## TASK REQUIREMENTS
Print each entry in full, word for word, with no pictures in the result.

## INFORMATION SUPPLIED
□ □ □ □ □

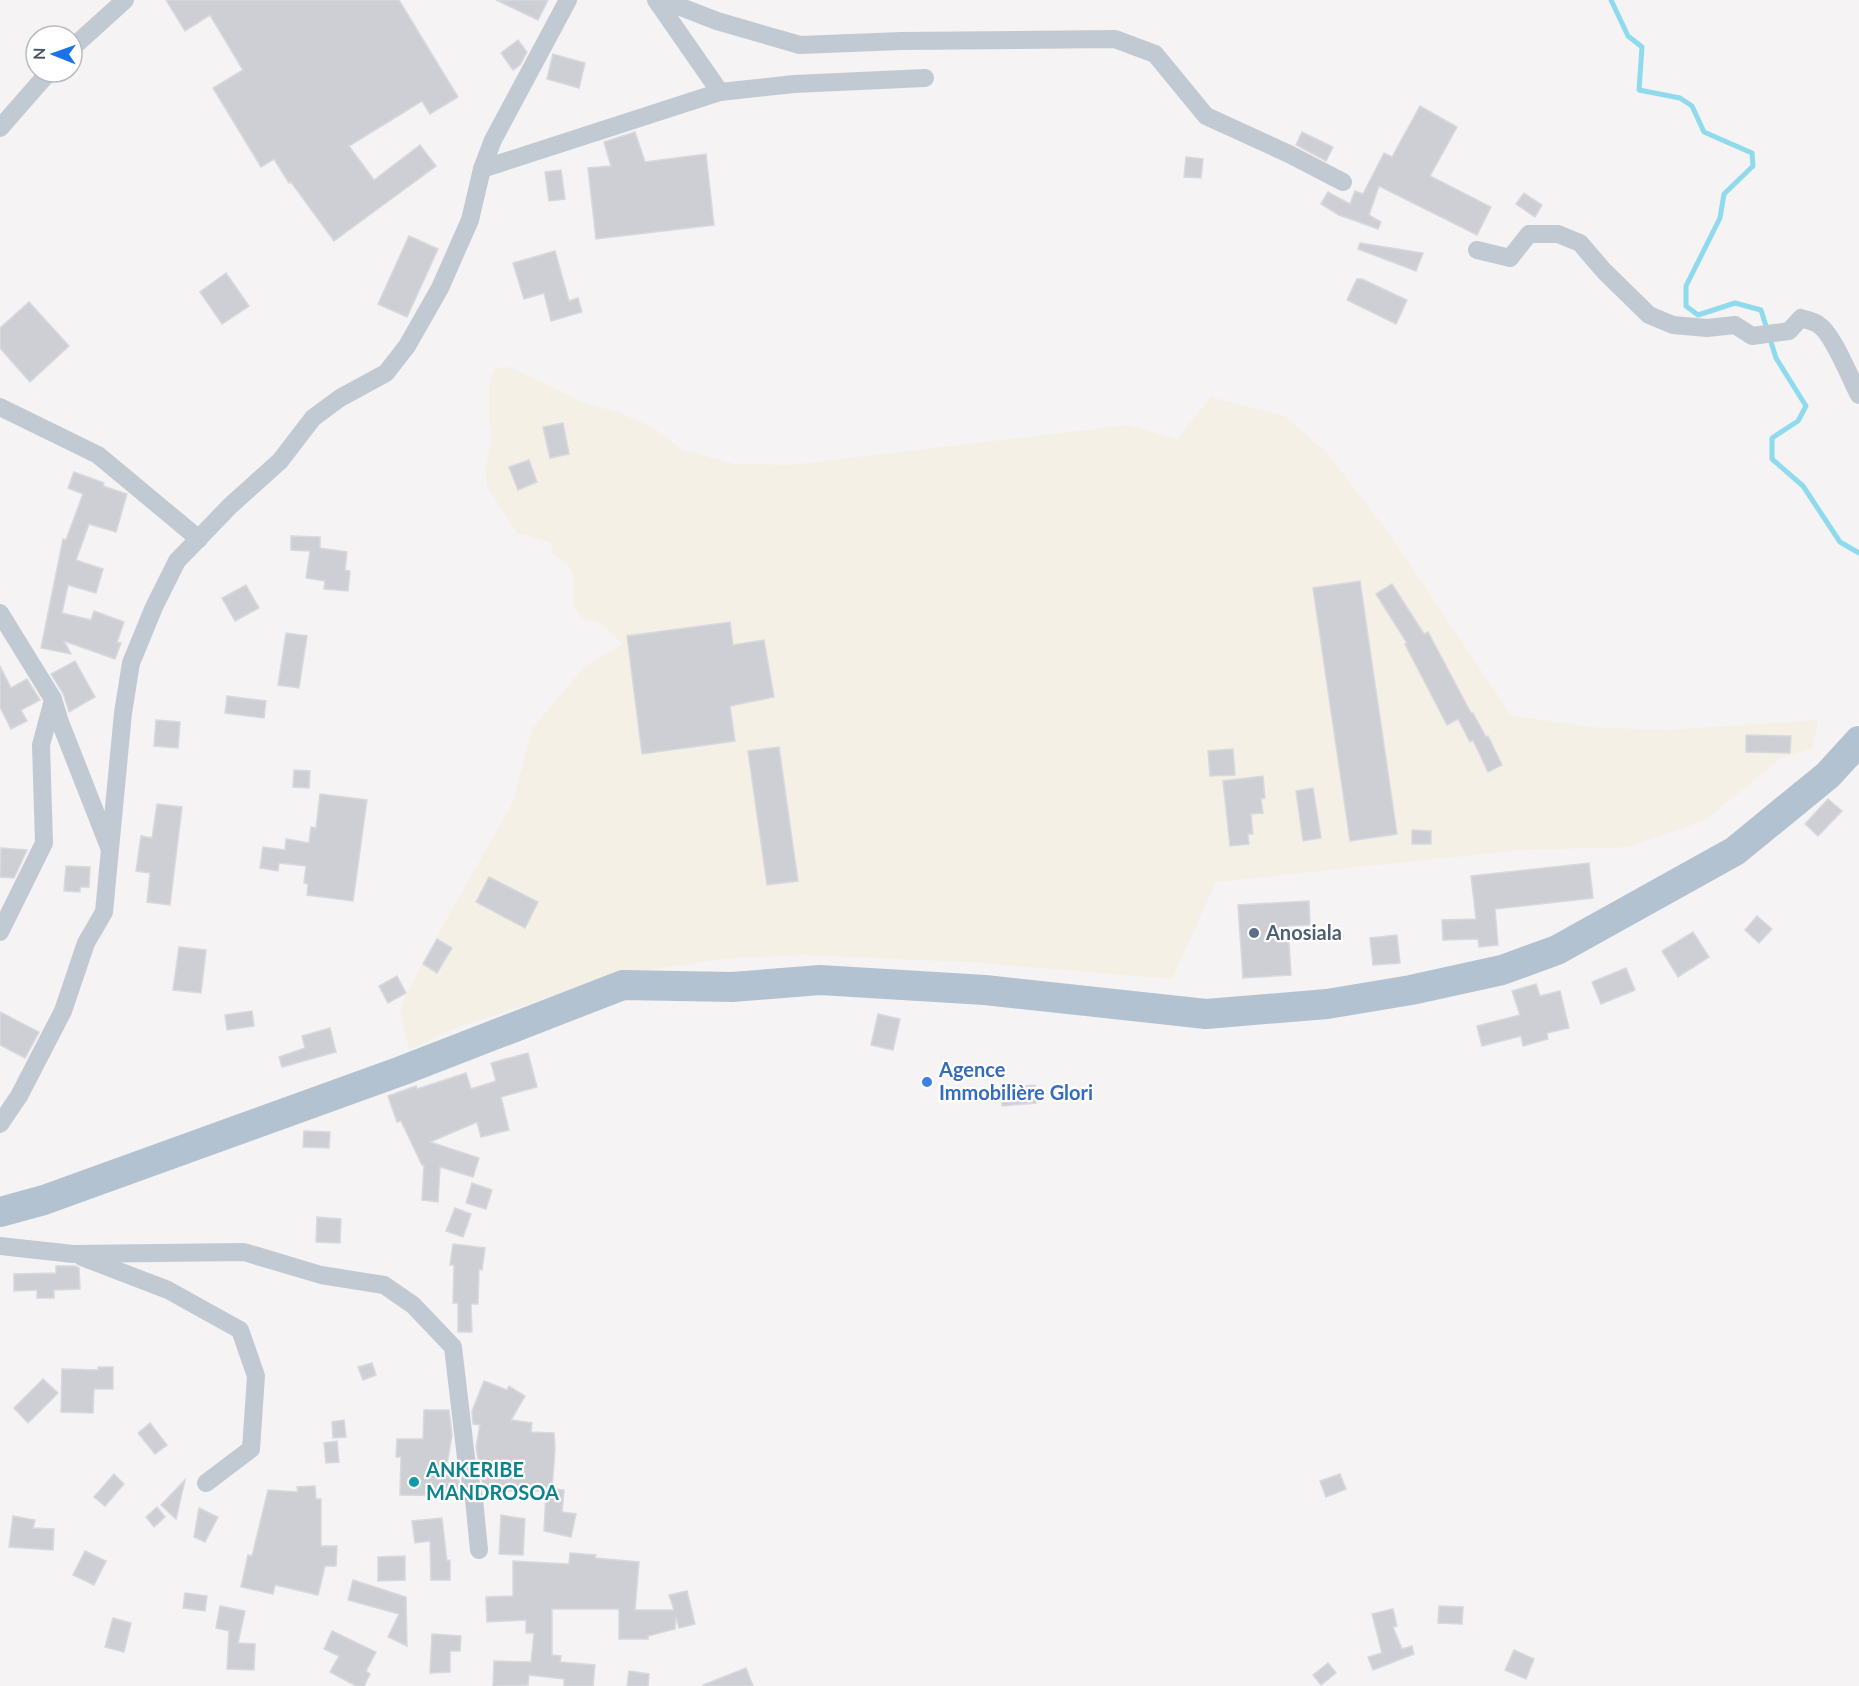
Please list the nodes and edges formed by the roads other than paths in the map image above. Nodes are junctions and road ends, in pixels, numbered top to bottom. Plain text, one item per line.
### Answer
1 (125, 0) edge
2 (568, 0) edge
3 (656, 0) edge
4 (663, 0) edge
5 (84, 37) edge
6 (925, 78) dead end
7 (38, 84) edge
8 (720, 92) junction
9 (0, 128) edge
10 (482, 169) junction
11 (1343, 182) dead end
12 (1477, 250) dead end
13 (1859, 395) edge
14 (0, 407) edge
15 (199, 540) junction
16 (0, 613) edge
17 (53, 699) junction
18 (1859, 741) edge
19 (111, 852) junction
20 (0, 932) edge
21 (0, 1124) edge
22 (0, 1212) edge
23 (0, 1246) edge
24 (73, 1254) junction
25 (206, 1483) dead end
26 (479, 1550) dead end

1 - 5 street
2 - 10 street
3 - 8 street
4 - 11 street
6 - 8 street
7 - 9 street
8 - 10 street
10 - 15 street
12 - 13 street
14 - 15 street
15 - 19 street
16 - 17 street
17 - 19 street
17 - 20 street
18 - 22 main road
19 - 21 street
23 - 24 street
24 - 25 street
24 - 26 street

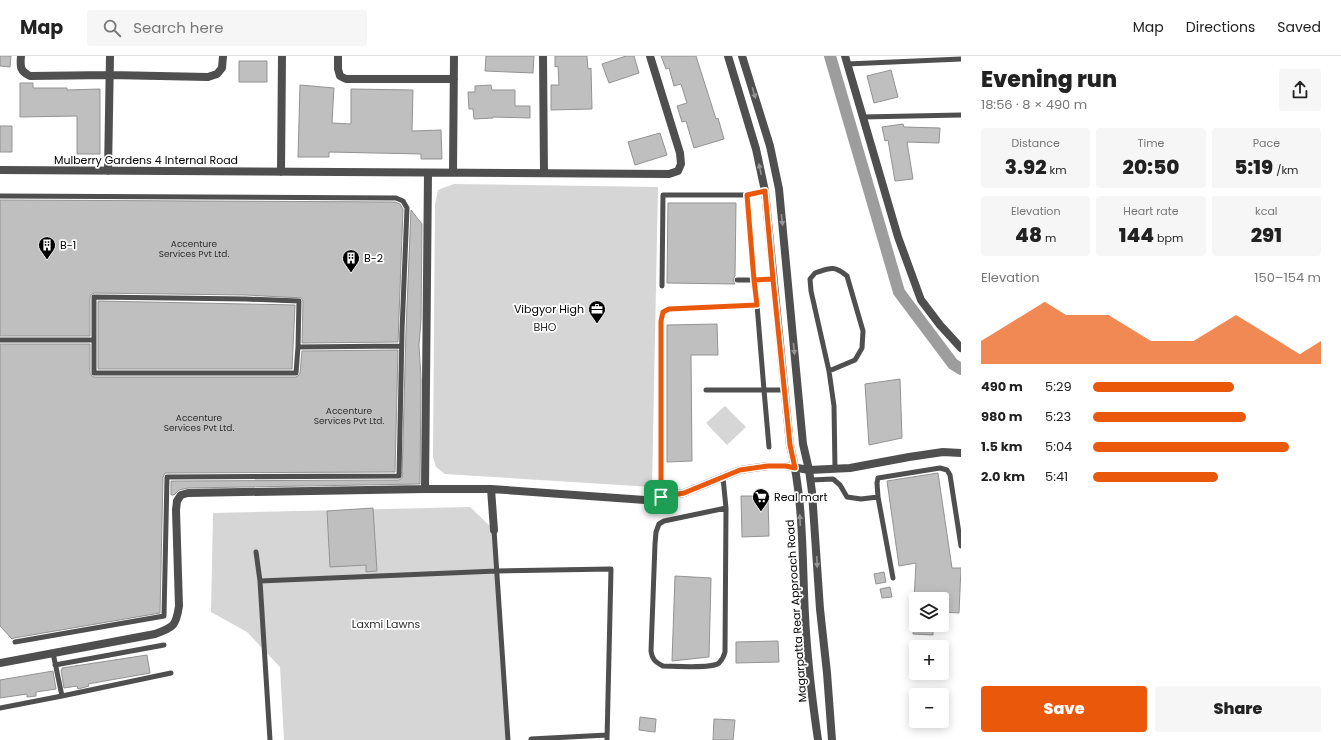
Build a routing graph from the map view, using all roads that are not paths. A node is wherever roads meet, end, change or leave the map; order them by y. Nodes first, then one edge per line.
1 (21, 56) edge
2 (110, 56) edge
3 (223, 56) edge
4 (282, 56) edge
5 (338, 56) edge
6 (454, 56) edge
7 (543, 56) edge
8 (650, 56) edge
9 (728, 56) edge
10 (742, 56) edge
11 (961, 59) edge
12 (846, 60) edge
13 (110, 75) junction
14 (454, 79) junction
15 (961, 115) edge
16 (862, 117) junction
17 (0, 170) edge
18 (108, 171) junction
19 (280, 172) junction
20 (453, 172) junction
21 (428, 173) junction
22 (544, 173) junction
23 (765, 191) junction
24 (747, 195) junction
25 (0, 196) edge
26 (773, 279) junction
27 (737, 280) dead end
28 (754, 280) junction
29 (662, 286) dead end
30 (757, 305) junction
31 (0, 340) edge
32 (94, 340) junction
33 (401, 346) junction
34 (298, 347) junction
35 (961, 348) edge
36 (829, 371) junction
37 (706, 390) dead end
38 (764, 390) junction
39 (784, 390) junction
40 (769, 447) dead end
41 (961, 452) edge
42 (795, 468) junction
43 (835, 469) junction
44 (809, 470) junction
45 (723, 478) junction
46 (811, 480) junction
47 (425, 489) junction
48 (491, 489) junction
49 (661, 497) junction
50 (878, 497) junction
51 (726, 508) junction
52 (494, 530) joint
53 (961, 546) edge
54 (256, 552) dead end
55 (497, 571) junction
56 (893, 578) dead end
57 (260, 581) junction
58 (15, 642) dead end
59 (164, 645) dead end
60 (53, 653) junction
61 (0, 663) edge
62 (55, 665) junction
63 (171, 673) dead end
64 (62, 696) junction
65 (0, 708) edge
66 (607, 737) edge
67 (531, 739) dead end
68 (270, 740) edge
69 (508, 740) edge
70 (818, 740) edge
71 (832, 740) edge

1 - 13 street
2 - 13 street
3 - 13 street
4 - 19 street
5 - 14 street
6 - 14 street
7 - 22 street
8 - 22 street, Mulberry Gardens 4 Internal Road
23 -> 9 street, Magarpatta Rear Approach Road
10 -> 44 street
11 - 12 lane
12 - 16 street
13 - 18 street
14 - 20 street
15 - 16 lane
16 - 35 street
17 - 18 street, Mulberry Gardens 4 Internal Road
18 - 19 street, Mulberry Gardens 4 Internal Road
19 - 21 street, Mulberry Gardens 4 Internal Road
20 - 21 street, Mulberry Gardens 4 Internal Road
20 - 22 street, Mulberry Gardens 4 Internal Road
21 - 47 street
23 - 24 lane
23 - 26 street, Magarpatta Rear Approach Road
24 - 28 lane
24 - 29 lane
25 - 33 lane
26 - 28 lane
26 - 39 street, Magarpatta Rear Approach Road
27 - 28 lane
28 - 30 lane
30 - 38 lane
30 - 49 lane
31 - 32 lane
32 - 34 lane
32 - 34 lane
33 - 34 lane
33 - 58 lane
36 - 36 lane
36 - 43 lane
37 - 38 lane
38 - 39 lane
38 - 40 lane
39 - 42 street, Magarpatta Rear Approach Road
41 - 43 street
42 - 44 street
42 - 45 street
70 -> 42 street, Magarpatta Rear Approach Road
43 - 44 street
44 - 46 street
45 - 49 street
45 - 51 lane
46 - 50 lane
46 -> 71 street
47 - 48 street
47 - 60 street
48 - 49 street
48 - 52 street
50 - 53 lane
50 - 56 lane
51 - 51 lane
52 - 55 lane
54 - 57 lane
55 - 57 lane
55 - 66 lane
55 - 69 lane
57 - 68 lane
59 - 62 lane
60 - 61 street
60 - 62 lane
62 - 64 lane
63 - 64 lane
64 - 65 lane
66 - 67 lane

□ □ □ □ □

## TASK RESPONSE
Please list the nodes and edges formed by the roads other than paths in the map image above. Nodes are junctions and road ends, in pixels, numbered top to bottom. Plain text, one item per line.
### Answer
1 (125, 0) edge
2 (568, 0) edge
3 (656, 0) edge
4 (663, 0) edge
5 (84, 37) edge
6 (925, 78) dead end
7 (38, 84) edge
8 (720, 92) junction
9 (0, 128) edge
10 (482, 169) junction
11 (1343, 182) dead end
12 (1477, 250) dead end
13 (1859, 395) edge
14 (0, 407) edge
15 (199, 540) junction
16 (0, 613) edge
17 (53, 699) junction
18 (1859, 741) edge
19 (111, 852) junction
20 (0, 932) edge
21 (0, 1124) edge
22 (0, 1212) edge
23 (0, 1246) edge
24 (73, 1254) junction
25 (206, 1483) dead end
26 (479, 1550) dead end

1 - 5 street
2 - 10 street
3 - 8 street
4 - 11 street
6 - 8 street
7 - 9 street
8 - 10 street
10 - 15 street
12 - 13 street
14 - 15 street
15 - 19 street
16 - 17 street
17 - 19 street
17 - 20 street
18 - 22 main road
19 - 21 street
23 - 24 street
24 - 25 street
24 - 26 street

Build a routing graph from the map view, using all roads that are not paths. A node is wherever roads meet, end, change or leave the map; order them by y. Nodes first, then one edge per line.
1 (21, 56) edge
2 (110, 56) edge
3 (223, 56) edge
4 (282, 56) edge
5 (338, 56) edge
6 (454, 56) edge
7 (543, 56) edge
8 (650, 56) edge
9 (728, 56) edge
10 (742, 56) edge
11 (961, 59) edge
12 (846, 60) edge
13 (110, 75) junction
14 (454, 79) junction
15 (961, 115) edge
16 (862, 117) junction
17 (0, 170) edge
18 (108, 171) junction
19 (280, 172) junction
20 (453, 172) junction
21 (428, 173) junction
22 (544, 173) junction
23 (765, 191) junction
24 (747, 195) junction
25 (0, 196) edge
26 (773, 279) junction
27 (737, 280) dead end
28 (754, 280) junction
29 (662, 286) dead end
30 (757, 305) junction
31 (0, 340) edge
32 (94, 340) junction
33 (401, 346) junction
34 (298, 347) junction
35 (961, 348) edge
36 (829, 371) junction
37 (706, 390) dead end
38 (764, 390) junction
39 (784, 390) junction
40 (769, 447) dead end
41 (961, 452) edge
42 (795, 468) junction
43 (835, 469) junction
44 (809, 470) junction
45 (723, 478) junction
46 (811, 480) junction
47 (425, 489) junction
48 (491, 489) junction
49 (661, 497) junction
50 (878, 497) junction
51 (726, 508) junction
52 (494, 530) joint
53 (961, 546) edge
54 (256, 552) dead end
55 (497, 571) junction
56 (893, 578) dead end
57 (260, 581) junction
58 (15, 642) dead end
59 (164, 645) dead end
60 (53, 653) junction
61 (0, 663) edge
62 (55, 665) junction
63 (171, 673) dead end
64 (62, 696) junction
65 (0, 708) edge
66 (607, 737) edge
67 (531, 739) dead end
68 (270, 740) edge
69 (508, 740) edge
70 (818, 740) edge
71 (832, 740) edge

1 - 13 street
2 - 13 street
3 - 13 street
4 - 19 street
5 - 14 street
6 - 14 street
7 - 22 street
8 - 22 street, Mulberry Gardens 4 Internal Road
23 -> 9 street, Magarpatta Rear Approach Road
10 -> 44 street
11 - 12 lane
12 - 16 street
13 - 18 street
14 - 20 street
15 - 16 lane
16 - 35 street
17 - 18 street, Mulberry Gardens 4 Internal Road
18 - 19 street, Mulberry Gardens 4 Internal Road
19 - 21 street, Mulberry Gardens 4 Internal Road
20 - 21 street, Mulberry Gardens 4 Internal Road
20 - 22 street, Mulberry Gardens 4 Internal Road
21 - 47 street
23 - 24 lane
23 - 26 street, Magarpatta Rear Approach Road
24 - 28 lane
24 - 29 lane
25 - 33 lane
26 - 28 lane
26 - 39 street, Magarpatta Rear Approach Road
27 - 28 lane
28 - 30 lane
30 - 38 lane
30 - 49 lane
31 - 32 lane
32 - 34 lane
32 - 34 lane
33 - 34 lane
33 - 58 lane
36 - 36 lane
36 - 43 lane
37 - 38 lane
38 - 39 lane
38 - 40 lane
39 - 42 street, Magarpatta Rear Approach Road
41 - 43 street
42 - 44 street
42 - 45 street
70 -> 42 street, Magarpatta Rear Approach Road
43 - 44 street
44 - 46 street
45 - 49 street
45 - 51 lane
46 - 50 lane
46 -> 71 street
47 - 48 street
47 - 60 street
48 - 49 street
48 - 52 street
50 - 53 lane
50 - 56 lane
51 - 51 lane
52 - 55 lane
54 - 57 lane
55 - 57 lane
55 - 66 lane
55 - 69 lane
57 - 68 lane
59 - 62 lane
60 - 61 street
60 - 62 lane
62 - 64 lane
63 - 64 lane
64 - 65 lane
66 - 67 lane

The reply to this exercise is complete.